/---

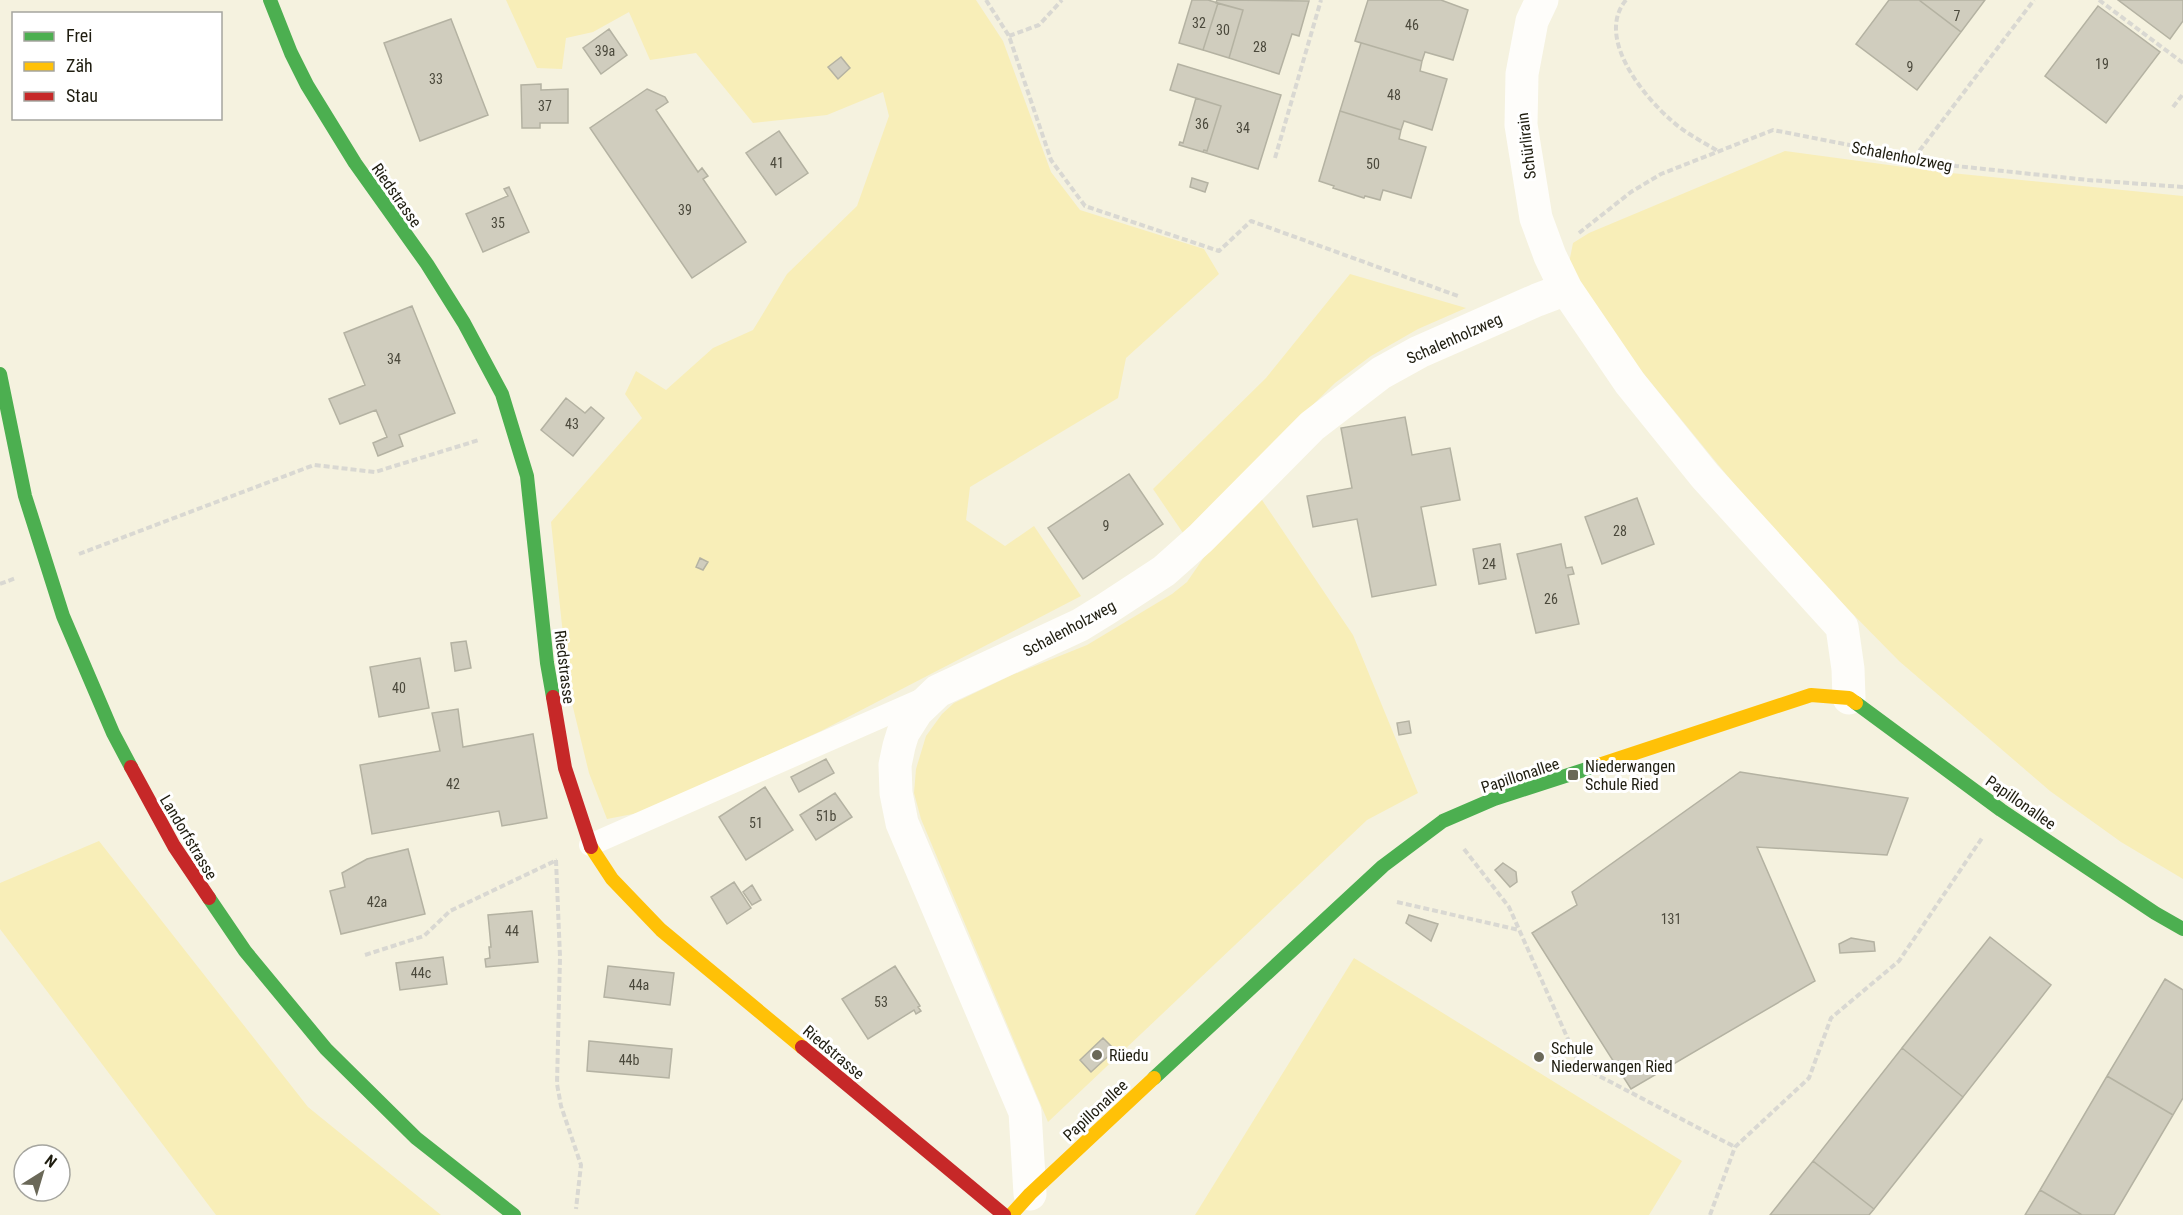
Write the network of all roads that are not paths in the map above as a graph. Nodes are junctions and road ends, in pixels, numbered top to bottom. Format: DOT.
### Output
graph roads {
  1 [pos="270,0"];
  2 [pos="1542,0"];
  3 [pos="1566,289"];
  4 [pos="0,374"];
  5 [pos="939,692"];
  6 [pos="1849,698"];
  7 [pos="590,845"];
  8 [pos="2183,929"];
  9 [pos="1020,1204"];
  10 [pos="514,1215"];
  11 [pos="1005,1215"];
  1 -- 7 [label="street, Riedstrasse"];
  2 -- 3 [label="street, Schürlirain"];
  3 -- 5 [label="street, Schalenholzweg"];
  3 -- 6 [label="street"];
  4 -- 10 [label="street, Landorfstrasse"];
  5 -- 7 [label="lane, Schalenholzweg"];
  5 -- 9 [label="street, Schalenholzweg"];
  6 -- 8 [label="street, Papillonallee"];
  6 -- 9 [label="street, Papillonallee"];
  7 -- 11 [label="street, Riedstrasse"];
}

\---
/---

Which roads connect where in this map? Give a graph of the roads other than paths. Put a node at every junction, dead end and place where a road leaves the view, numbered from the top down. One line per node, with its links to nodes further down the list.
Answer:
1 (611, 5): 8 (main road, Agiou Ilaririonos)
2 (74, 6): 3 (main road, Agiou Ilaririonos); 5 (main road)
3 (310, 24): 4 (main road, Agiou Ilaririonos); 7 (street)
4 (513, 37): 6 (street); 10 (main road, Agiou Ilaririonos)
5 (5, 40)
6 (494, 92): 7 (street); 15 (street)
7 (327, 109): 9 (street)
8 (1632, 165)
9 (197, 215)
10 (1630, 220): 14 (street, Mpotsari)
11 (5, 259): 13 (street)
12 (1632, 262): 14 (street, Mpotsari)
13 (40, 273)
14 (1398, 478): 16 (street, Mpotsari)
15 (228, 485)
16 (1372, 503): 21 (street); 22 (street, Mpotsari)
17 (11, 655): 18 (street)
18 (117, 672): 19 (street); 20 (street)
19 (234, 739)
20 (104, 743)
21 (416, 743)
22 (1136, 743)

\---

### What the task requires
Copy out each line of the entries above that holds "paths".

### Written solution
Write the network of all roads that are not paths in the map above as a graph. Nodes are junctions and road ends, in pixels, numbered top to bottom. Format: DOT.
Which roads connect where in this map? Give a graph of the roads other than paths. Put a node at every junction, dead end and place where a road leaves the view, numbered from the top down. One line per node, with its links to nodes further down the list.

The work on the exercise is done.